さらに、神奈川県藤沢市渡内天岳院下から発掘された天岳院標本四点が存在しています。おそらく、これら四つの標本の中で、現北海道中川郡幕別町忠類地区(旧忠類村)産出の復元標本が、復元レプリカとして制作されています。それらは、国内で21か所、海外ではクェートにおいても展示されていると聞いています。

 亀井節夫(1925-2014)研究成果によると、忠類村標本には、5個の臼歯化石が含まれており、その中の4個が上下左右の第2大臼歯、もうひとつが未咬耗の右上顎の第3大臼歯と見なされていました。
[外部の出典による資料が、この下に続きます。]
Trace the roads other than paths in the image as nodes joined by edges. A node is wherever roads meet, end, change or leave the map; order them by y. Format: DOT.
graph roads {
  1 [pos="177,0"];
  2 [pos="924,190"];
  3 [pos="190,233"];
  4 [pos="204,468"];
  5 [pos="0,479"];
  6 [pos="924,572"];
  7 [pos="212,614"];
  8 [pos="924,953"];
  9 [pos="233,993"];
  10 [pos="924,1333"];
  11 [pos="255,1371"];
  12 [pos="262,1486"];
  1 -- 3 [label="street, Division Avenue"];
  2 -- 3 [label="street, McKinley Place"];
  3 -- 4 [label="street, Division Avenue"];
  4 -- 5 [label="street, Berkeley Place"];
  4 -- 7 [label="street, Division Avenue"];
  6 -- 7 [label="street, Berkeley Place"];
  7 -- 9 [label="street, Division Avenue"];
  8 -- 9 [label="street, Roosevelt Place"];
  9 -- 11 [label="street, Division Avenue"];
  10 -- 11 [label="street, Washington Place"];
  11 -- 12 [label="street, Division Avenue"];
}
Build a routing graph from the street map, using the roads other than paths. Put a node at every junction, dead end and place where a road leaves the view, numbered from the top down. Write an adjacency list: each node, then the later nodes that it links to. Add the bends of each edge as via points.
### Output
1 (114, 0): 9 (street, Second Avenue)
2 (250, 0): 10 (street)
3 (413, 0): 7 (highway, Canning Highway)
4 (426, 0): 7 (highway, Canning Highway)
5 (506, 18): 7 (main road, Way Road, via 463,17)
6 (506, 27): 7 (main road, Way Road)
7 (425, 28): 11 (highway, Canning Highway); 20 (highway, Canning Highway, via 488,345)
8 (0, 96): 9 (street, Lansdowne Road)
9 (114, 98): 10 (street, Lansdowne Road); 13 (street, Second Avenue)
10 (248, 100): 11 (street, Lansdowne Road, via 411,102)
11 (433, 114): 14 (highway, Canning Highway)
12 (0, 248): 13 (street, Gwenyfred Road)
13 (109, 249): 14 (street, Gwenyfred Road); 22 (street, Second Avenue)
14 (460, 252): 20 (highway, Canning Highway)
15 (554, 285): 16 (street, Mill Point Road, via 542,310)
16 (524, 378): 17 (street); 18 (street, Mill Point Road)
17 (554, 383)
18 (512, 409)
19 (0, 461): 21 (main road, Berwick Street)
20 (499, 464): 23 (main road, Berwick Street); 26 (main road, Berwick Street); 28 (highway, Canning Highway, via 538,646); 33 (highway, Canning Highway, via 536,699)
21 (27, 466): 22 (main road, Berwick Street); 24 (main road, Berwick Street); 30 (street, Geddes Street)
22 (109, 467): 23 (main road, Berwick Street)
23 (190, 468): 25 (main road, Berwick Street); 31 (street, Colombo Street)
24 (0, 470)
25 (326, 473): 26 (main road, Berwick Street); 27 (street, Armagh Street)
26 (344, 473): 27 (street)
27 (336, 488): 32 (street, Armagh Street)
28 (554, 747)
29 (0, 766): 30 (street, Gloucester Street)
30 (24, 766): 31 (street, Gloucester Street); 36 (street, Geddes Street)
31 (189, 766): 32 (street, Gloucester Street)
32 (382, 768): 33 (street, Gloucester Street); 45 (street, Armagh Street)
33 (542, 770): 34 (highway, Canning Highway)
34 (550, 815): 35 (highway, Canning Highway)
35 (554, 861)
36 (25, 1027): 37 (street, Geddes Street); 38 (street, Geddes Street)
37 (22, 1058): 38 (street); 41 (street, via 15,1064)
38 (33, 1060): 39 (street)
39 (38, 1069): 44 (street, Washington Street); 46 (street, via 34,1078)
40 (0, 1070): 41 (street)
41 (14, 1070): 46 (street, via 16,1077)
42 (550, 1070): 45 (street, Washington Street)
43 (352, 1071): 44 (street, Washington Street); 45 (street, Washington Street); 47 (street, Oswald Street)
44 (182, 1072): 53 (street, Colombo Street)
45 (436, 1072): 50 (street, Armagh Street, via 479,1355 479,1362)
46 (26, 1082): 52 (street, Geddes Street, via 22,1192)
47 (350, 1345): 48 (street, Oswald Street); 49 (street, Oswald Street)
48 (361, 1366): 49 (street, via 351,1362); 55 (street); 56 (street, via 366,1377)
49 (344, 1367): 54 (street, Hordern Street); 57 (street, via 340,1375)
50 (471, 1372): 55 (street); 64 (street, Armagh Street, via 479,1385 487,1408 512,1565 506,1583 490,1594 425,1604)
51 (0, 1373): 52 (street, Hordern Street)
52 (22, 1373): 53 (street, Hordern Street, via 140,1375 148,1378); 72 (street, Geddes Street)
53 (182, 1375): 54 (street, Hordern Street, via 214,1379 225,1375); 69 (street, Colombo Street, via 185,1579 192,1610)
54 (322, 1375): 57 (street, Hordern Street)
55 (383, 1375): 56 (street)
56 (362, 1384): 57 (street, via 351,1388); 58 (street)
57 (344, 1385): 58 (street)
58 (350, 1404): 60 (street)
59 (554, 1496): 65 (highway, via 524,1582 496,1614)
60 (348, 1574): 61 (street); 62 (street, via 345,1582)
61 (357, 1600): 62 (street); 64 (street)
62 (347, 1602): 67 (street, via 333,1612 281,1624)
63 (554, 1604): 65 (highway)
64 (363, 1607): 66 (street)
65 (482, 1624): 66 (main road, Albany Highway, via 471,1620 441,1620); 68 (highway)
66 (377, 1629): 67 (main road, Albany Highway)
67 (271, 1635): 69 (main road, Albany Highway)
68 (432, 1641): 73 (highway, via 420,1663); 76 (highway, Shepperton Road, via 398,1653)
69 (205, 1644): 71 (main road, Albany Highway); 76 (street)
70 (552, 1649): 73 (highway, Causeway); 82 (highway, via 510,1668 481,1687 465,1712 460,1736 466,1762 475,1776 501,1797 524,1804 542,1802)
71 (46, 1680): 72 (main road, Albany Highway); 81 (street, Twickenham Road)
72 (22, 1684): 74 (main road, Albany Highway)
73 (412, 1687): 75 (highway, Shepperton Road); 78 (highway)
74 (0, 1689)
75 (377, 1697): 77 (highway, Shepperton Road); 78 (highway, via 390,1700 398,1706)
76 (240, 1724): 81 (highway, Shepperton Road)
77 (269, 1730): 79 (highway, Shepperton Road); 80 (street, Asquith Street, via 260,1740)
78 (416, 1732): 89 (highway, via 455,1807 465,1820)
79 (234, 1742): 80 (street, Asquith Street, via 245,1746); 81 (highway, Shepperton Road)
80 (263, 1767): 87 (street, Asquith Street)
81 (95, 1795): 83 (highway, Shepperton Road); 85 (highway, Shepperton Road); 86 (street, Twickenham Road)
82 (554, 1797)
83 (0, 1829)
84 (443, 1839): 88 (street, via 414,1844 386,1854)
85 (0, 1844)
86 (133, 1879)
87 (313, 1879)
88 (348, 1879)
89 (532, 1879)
しかし、最近では、高橋啓一、北川博通、添田雄一、そして小田寛貴氏らの研究で再検討がなされて、『化石』84号において、これまで第2大臼歯とされていたものが、第3大臼歯とに同定されるということが明らかにされています。

 (文献)

(1)高橋啓一、北川博通、添田雄一、小田寛貴「北海道、忠類産ナウマンゾウの再検 討」・『化石』84号・2008年10月、74-80ページ)。
(2)井尻正二・犬塚則久『絶滅した日本巨獣』・築地書館・1989年、78-80頁。
(3)井尻正二『化石』・岩波新書673、1968年。
(4)川那部浩也(監修)・高橋啓一(著)『化石は語る-ゾウ化石でたどる日本の動物相-』・八坂書房・2008年。